With Penny Dreadful Gone, Salem Is the Gory, Empowering Alternate History We Deserve
WGN America
Salem, WGN’s first ever scripted TV show, has been going strong since 2014, offering up heavy gore alongside strong performances, breathing new life into the story of the Salem witch trials. While WGN has since gone on to greenlight an arguably more accomplished (read: “prestige”) show in Underground, Salem is certainly deserving of critical attention and weekly eyeballs. For all the pros and cons of “peak TV,” one of its more rewarding effects is the increased space being given to shows with a unique voice. In particular, genre shows seem to be growing in popularity, so much so that calling them “genre” shows, which implies some sort of niche appeal, doesn’t feel quite right.
While the popularity of, say, The Walking Dead might be an outlier of sorts, you don’t have to look very far to find more examples how of scripted television has found success by churning out genre shows and appealing to an audience hungry for something that embraces the tropes and style of genre filmmaking, fine-tuned for episodic television. From Cinemax’s pulpy, violent and surprisingly emotional Banshee, to Syfy’s slate of space assassins and feminist demon hunters in Killjoys and Wynonna Earp, to Showtime’s critical darling Penny Dreadful, if you have an interest in genre television, you have a bevy of options to choose from in 2016.
With Penny Dreadful leaving the air for good earlier this year, taking with it its 19th century Gothic feel and slew of great performances, there’s a gap in viewing that Salem deserves to fill. While there are plenty of horror shows to choose from while flipping through the channels, from the aforementioned The Walking Dead to the various iterations of American Horror Story and Robert Kirkman’s other ghastly cable show, Outcast, no series is as confident in its horror-indebted lunacy and thematic depth as Salem . Salem is everything you could want in a horror series: It doesn’t hold back when it comes to its gruesome images, and yet it balances out its bloody surface appeal with a depth in subtext, finding ways to use a familiar and overexposed story to subtly comment on issues related to gender, identity, and how history is shaped by those in a position to shape it.
The broad strokes of Salem will be familiar to anyone even vaguely familiar with the infamous witch trials. The key difference, of course, is that in Salem the witches are real, turning Cotton Mather’s proclamations about demons walking amongst the people into more than just the maniacal ramblings of a man easily prone to hysteria. But where The Walking Dead tends to dress up its pulpy story in the serious garb of prestige TV, Salem goes in a different direction. It leans into its ridiculousness, never once shying away from indulgent performances—casting Lucy Lawless in your show, be it Spartacus or Salem, is one way to assure your audience that your camp is going to be the best kind of camp—or from images that make you cringe before laughing with gruesome delight. In the first two seasons alone, a witch eats a man’s eyes and shoves a rat down her husband’s throat, while another scene sees a group of witches gather to chop off a man’s penis and replace it with a raven. For all its faults, Salem knows exactly what it is, flaunting its bold tone from one episode to the next.

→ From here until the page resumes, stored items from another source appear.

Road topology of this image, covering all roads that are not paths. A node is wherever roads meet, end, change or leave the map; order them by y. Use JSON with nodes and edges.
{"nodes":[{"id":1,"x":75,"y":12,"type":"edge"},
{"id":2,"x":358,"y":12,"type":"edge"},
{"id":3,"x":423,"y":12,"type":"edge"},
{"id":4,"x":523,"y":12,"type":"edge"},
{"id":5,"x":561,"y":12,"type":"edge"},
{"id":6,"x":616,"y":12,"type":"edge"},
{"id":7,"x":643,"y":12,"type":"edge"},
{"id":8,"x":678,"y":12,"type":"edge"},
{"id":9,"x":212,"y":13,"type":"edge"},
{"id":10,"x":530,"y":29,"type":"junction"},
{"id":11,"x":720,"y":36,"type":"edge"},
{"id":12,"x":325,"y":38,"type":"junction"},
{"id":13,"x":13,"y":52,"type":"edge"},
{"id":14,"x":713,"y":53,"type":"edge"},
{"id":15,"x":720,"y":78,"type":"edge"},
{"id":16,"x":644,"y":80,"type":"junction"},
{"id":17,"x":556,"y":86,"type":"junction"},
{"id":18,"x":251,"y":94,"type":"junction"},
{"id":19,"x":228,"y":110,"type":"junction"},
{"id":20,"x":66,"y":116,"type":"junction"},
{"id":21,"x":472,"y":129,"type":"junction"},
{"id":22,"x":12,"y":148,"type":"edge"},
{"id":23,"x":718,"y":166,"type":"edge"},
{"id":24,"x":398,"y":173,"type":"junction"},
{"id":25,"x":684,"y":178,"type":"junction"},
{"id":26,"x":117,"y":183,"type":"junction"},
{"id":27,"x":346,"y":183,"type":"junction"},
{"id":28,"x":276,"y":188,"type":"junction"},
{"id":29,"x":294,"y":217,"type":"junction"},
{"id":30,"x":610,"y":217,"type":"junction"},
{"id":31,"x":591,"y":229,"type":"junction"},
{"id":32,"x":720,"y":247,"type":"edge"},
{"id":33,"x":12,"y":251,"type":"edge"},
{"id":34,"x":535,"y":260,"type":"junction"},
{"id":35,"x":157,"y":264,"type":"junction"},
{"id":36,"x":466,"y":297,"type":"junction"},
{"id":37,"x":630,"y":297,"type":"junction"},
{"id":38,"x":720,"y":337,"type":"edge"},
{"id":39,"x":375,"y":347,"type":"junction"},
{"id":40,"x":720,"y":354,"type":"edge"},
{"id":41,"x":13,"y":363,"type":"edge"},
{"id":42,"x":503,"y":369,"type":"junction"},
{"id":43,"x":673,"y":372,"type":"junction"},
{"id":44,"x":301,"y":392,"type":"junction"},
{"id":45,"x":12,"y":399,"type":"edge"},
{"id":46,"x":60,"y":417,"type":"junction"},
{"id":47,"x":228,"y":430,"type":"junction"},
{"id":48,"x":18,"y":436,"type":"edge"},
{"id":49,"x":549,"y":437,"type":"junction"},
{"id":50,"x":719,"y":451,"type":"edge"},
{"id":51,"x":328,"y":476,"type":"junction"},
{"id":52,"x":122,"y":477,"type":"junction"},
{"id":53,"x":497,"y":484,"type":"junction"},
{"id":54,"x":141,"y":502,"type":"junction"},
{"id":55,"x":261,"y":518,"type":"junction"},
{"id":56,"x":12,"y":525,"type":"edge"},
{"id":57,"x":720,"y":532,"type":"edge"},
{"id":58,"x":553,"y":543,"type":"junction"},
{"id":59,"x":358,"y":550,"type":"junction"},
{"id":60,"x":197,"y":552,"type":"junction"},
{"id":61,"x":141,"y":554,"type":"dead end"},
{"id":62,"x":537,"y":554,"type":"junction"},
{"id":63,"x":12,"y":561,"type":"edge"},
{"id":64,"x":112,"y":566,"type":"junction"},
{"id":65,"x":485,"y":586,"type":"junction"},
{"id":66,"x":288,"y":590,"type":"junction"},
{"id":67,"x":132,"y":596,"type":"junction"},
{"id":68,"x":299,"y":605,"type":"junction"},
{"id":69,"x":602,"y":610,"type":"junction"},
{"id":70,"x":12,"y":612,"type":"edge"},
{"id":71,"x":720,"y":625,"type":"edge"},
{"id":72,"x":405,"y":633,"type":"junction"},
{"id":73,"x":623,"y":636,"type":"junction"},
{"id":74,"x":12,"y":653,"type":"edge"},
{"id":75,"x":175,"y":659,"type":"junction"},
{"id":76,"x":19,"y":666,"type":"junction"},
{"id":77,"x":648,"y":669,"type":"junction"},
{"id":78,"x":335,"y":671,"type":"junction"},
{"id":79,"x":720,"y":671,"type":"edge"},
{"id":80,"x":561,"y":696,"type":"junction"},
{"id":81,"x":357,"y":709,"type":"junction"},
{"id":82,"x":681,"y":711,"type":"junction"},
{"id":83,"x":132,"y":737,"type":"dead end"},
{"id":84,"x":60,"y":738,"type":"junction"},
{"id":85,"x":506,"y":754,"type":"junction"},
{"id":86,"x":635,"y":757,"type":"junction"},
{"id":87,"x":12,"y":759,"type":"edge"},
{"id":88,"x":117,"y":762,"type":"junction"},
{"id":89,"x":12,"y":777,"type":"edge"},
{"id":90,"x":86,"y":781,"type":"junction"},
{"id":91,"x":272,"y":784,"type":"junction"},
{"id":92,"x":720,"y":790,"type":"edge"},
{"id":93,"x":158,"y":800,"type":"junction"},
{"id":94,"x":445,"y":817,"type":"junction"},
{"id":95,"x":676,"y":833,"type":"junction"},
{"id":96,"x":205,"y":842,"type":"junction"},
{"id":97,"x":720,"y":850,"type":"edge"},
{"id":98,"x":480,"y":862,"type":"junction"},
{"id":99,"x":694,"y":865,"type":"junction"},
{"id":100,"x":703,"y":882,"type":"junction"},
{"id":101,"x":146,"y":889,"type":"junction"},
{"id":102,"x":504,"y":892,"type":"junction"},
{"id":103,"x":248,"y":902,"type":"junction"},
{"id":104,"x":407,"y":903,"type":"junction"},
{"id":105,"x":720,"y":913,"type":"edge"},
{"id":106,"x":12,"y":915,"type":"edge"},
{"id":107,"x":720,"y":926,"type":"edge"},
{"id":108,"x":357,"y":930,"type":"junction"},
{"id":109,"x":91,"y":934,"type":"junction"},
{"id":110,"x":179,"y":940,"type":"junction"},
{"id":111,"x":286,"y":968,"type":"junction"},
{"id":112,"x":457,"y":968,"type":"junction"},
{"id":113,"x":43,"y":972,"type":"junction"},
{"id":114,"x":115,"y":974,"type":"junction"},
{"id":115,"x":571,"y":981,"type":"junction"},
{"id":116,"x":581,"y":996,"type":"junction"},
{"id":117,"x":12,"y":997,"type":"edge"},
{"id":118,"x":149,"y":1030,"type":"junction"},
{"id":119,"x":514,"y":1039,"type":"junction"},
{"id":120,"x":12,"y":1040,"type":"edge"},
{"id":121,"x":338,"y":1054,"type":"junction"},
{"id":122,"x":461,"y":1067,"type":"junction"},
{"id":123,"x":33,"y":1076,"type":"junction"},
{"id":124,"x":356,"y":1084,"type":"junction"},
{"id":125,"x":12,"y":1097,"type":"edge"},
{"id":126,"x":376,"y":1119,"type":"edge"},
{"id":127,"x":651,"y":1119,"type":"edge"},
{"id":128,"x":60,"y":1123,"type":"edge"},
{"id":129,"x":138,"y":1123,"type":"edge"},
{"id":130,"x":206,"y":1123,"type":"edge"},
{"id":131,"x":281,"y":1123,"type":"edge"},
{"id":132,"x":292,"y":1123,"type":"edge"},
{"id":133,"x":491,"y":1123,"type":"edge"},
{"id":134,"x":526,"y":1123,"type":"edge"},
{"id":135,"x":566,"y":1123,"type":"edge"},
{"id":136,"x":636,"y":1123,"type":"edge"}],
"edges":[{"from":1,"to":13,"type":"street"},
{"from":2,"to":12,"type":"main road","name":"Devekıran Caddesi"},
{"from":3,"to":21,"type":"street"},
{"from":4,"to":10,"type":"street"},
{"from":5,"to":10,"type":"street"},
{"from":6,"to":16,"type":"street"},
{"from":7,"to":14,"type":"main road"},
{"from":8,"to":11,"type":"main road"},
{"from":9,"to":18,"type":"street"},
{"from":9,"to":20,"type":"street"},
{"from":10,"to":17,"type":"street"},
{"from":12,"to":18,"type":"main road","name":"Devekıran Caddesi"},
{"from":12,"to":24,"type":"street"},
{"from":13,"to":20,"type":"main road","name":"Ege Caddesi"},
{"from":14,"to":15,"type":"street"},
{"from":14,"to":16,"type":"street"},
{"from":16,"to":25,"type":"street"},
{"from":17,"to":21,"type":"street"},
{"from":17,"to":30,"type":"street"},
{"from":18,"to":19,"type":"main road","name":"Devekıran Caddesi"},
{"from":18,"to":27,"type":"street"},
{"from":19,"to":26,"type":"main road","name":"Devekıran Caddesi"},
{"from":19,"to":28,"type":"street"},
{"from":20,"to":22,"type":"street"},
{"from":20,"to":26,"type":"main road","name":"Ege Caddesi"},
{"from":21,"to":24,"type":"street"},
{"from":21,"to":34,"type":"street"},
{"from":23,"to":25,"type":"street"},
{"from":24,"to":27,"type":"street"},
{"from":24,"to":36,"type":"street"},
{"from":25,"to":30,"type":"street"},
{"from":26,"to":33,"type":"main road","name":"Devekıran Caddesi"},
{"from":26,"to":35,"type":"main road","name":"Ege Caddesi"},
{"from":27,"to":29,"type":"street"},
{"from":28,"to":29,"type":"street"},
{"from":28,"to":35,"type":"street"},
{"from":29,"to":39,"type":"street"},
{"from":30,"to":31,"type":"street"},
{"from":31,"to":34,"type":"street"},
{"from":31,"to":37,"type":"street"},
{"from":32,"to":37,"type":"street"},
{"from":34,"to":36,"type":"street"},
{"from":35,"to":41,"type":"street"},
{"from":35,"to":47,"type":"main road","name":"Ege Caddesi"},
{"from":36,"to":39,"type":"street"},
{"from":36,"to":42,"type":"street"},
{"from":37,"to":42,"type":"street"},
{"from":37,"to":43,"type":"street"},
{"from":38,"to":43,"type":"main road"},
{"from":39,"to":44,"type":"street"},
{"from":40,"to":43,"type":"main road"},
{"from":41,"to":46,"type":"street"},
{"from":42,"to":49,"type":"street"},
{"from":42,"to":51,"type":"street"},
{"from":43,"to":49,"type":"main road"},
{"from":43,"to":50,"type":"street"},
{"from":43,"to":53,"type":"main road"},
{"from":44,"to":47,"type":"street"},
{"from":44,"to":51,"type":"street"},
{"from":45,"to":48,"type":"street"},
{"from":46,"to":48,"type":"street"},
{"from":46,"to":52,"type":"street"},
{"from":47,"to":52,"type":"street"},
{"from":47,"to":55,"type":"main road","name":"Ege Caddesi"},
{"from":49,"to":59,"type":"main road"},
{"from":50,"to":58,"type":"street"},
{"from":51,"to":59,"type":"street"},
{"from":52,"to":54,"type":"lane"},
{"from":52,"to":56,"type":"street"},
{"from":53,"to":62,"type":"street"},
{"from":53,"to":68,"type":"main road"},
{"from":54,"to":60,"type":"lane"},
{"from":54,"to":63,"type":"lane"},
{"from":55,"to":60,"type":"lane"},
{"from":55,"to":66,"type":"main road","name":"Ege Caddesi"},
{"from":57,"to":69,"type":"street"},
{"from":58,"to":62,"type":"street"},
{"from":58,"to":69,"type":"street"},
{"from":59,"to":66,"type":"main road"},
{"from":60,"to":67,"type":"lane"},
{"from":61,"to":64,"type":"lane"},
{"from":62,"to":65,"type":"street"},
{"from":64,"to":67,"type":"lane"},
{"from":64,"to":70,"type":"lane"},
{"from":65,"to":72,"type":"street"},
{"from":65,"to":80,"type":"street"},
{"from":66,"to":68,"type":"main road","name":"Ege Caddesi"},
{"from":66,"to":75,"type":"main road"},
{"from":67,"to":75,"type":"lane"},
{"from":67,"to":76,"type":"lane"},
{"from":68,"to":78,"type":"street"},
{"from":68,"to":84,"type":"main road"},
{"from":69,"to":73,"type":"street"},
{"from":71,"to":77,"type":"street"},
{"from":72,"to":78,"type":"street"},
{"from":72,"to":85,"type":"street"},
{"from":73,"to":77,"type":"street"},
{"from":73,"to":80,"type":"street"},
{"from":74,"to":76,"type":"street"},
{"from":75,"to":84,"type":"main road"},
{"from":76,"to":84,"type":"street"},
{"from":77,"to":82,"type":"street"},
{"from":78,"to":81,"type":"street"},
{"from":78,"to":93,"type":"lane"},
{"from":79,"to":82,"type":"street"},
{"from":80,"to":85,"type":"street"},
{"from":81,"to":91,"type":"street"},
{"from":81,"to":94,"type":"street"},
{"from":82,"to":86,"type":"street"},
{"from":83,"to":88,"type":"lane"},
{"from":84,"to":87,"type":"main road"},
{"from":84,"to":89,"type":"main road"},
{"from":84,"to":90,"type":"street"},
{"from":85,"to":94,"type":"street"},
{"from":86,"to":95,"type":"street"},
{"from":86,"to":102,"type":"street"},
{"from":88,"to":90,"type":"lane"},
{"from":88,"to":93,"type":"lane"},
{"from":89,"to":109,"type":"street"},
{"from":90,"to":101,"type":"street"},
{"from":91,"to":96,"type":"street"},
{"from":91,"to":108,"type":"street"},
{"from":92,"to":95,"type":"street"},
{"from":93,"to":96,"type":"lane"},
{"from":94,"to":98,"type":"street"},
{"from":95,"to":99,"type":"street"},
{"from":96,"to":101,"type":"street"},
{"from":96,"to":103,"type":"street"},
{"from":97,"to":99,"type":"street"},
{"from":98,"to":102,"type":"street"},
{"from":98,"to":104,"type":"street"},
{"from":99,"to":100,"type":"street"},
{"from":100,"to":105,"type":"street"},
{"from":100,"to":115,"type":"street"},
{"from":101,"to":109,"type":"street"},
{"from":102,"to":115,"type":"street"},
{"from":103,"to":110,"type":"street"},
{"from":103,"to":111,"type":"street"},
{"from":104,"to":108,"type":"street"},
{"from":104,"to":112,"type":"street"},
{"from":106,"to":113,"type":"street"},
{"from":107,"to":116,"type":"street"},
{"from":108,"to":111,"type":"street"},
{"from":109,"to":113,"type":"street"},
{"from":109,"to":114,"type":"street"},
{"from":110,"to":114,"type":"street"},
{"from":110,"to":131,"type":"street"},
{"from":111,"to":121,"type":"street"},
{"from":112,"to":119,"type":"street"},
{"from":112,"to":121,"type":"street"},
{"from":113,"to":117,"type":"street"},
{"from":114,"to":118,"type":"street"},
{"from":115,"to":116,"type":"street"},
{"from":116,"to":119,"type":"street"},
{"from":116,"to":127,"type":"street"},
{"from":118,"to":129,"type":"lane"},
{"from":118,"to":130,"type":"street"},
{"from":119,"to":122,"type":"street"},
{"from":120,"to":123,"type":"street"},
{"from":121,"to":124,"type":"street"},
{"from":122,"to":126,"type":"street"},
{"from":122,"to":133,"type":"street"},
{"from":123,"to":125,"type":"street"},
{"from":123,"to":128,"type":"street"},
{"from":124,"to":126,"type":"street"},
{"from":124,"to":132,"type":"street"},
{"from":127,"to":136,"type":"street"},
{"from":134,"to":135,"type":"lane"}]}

With that said, delightfully gory horror and campy guest performances aren’t much of a reason for Penny Dreadful fans to tune into Salem. But much like Showtime’s monster mash, Salem’s true appeal is its attention to character work and the presence of mind to foreground some intriguing thematic explorations. Take the central conceit, for instance, which is that witches really do populate Salem in the 1600s. On the surface, it’s just a necessary gimmick to propel the show towards some intriguing narrative choices, creating conflict within Salem itself. Looking a bit deeper, though, it’s clear that having Salem literally populated by power-hungry witches does so much more.
What shifting the perspective does, first and foremost, is give some power back to the women in the story. The Salem witch trials were of course about women, but they were merely objects within a broader political and religious context. The accused and murdered women of the time were given no voice and no agency, and are often sidelined in historical retellings as well. In Salem though, the witches are the authority. They’re the ones calling the shots, even as men like Cotton Mather (Seth Gabel) and Little John (Oliver Bell), who’s understood to be the essence of Evil, believe they’re the ones in charge. This is the specific power of genre TV: It allows for the campy to be progressive and challenging as well. Our TV screens overflow with male antiheroes, and yet women rarely get to play similar roles—characters that are not only in charge, but also operate within a moral grey area. Mary Sibley (Janet Montgomery) is that character. She’s cruel and vindictive, but she’s also fighting for her life against a social structure that sent her true love, John Alden (Shane West), off to war, and seeks to oppress her and other women at every turn.